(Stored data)
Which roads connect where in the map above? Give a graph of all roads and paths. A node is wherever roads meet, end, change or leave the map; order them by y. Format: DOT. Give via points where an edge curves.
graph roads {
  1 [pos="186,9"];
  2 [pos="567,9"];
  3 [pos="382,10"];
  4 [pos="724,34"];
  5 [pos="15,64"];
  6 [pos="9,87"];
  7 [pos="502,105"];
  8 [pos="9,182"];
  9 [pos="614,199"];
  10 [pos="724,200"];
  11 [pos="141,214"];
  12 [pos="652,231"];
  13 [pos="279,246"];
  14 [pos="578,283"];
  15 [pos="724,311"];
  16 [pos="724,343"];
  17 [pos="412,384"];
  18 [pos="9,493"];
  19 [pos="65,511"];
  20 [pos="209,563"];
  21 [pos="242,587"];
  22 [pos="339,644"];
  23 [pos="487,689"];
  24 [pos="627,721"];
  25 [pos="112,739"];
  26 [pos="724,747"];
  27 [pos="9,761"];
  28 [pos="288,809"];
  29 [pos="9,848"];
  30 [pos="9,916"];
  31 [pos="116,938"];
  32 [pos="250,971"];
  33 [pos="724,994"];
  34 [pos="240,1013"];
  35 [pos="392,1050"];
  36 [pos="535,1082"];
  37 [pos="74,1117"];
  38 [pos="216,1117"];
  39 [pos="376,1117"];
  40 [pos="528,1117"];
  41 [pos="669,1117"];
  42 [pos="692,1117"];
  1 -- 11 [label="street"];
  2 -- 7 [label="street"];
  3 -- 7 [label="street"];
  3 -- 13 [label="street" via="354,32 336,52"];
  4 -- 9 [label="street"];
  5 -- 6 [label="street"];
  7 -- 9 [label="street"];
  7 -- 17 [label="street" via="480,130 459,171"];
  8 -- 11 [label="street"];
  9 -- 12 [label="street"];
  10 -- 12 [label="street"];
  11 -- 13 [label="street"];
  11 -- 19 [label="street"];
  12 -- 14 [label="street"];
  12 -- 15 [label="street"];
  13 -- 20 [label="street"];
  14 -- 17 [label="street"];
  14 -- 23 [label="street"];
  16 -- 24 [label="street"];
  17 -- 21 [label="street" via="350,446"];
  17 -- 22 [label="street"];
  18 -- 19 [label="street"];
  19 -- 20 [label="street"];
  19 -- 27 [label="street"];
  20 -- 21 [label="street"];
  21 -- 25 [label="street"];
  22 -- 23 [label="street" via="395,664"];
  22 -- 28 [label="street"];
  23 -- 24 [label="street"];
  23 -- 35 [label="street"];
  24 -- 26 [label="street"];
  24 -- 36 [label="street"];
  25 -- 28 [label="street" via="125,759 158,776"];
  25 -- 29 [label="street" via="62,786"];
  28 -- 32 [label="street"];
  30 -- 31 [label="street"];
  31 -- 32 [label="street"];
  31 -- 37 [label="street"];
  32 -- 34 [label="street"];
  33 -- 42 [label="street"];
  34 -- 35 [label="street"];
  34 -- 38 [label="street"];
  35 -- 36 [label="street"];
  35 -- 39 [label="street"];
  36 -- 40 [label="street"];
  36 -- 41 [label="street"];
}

■ **Exercise**
Exactly and without omission, set down every entry.

■ **Answer section**
Which roads connect where in the map above? Give a graph of all roads and paths. A node is wherever roads meet, end, change or leave the map; order them by y. Format: DOT. Give via points where an edge curves.
graph roads {
  1 [pos="186,9"];
  2 [pos="567,9"];
  3 [pos="382,10"];
  4 [pos="724,34"];
  5 [pos="15,64"];
  6 [pos="9,87"];
  7 [pos="502,105"];
  8 [pos="9,182"];
  9 [pos="614,199"];
  10 [pos="724,200"];
  11 [pos="141,214"];
  12 [pos="652,231"];
  13 [pos="279,246"];
  14 [pos="578,283"];
  15 [pos="724,311"];
  16 [pos="724,343"];
  17 [pos="412,384"];
  18 [pos="9,493"];
  19 [pos="65,511"];
  20 [pos="209,563"];
  21 [pos="242,587"];
  22 [pos="339,644"];
  23 [pos="487,689"];
  24 [pos="627,721"];
  25 [pos="112,739"];
  26 [pos="724,747"];
  27 [pos="9,761"];
  28 [pos="288,809"];
  29 [pos="9,848"];
  30 [pos="9,916"];
  31 [pos="116,938"];
  32 [pos="250,971"];
  33 [pos="724,994"];
  34 [pos="240,1013"];
  35 [pos="392,1050"];
  36 [pos="535,1082"];
  37 [pos="74,1117"];
  38 [pos="216,1117"];
  39 [pos="376,1117"];
  40 [pos="528,1117"];
  41 [pos="669,1117"];
  42 [pos="692,1117"];
  1 -- 11 [label="street"];
  2 -- 7 [label="street"];
  3 -- 7 [label="street"];
  3 -- 13 [label="street" via="354,32 336,52"];
  4 -- 9 [label="street"];
  5 -- 6 [label="street"];
  7 -- 9 [label="street"];
  7 -- 17 [label="street" via="480,130 459,171"];
  8 -- 11 [label="street"];
  9 -- 12 [label="street"];
  10 -- 12 [label="street"];
  11 -- 13 [label="street"];
  11 -- 19 [label="street"];
  12 -- 14 [label="street"];
  12 -- 15 [label="street"];
  13 -- 20 [label="street"];
  14 -- 17 [label="street"];
  14 -- 23 [label="street"];
  16 -- 24 [label="street"];
  17 -- 21 [label="street" via="350,446"];
  17 -- 22 [label="street"];
  18 -- 19 [label="street"];
  19 -- 20 [label="street"];
  19 -- 27 [label="street"];
  20 -- 21 [label="street"];
  21 -- 25 [label="street"];
  22 -- 23 [label="street" via="395,664"];
  22 -- 28 [label="street"];
  23 -- 24 [label="street"];
  23 -- 35 [label="street"];
  24 -- 26 [label="street"];
  24 -- 36 [label="street"];
  25 -- 28 [label="street" via="125,759 158,776"];
  25 -- 29 [label="street" via="62,786"];
  28 -- 32 [label="street"];
  30 -- 31 [label="street"];
  31 -- 32 [label="street"];
  31 -- 37 [label="street"];
  32 -- 34 [label="street"];
  33 -- 42 [label="street"];
  34 -- 35 [label="street"];
  34 -- 38 [label="street"];
  35 -- 36 [label="street"];
  35 -- 39 [label="street"];
  36 -- 40 [label="street"];
  36 -- 41 [label="street"];
}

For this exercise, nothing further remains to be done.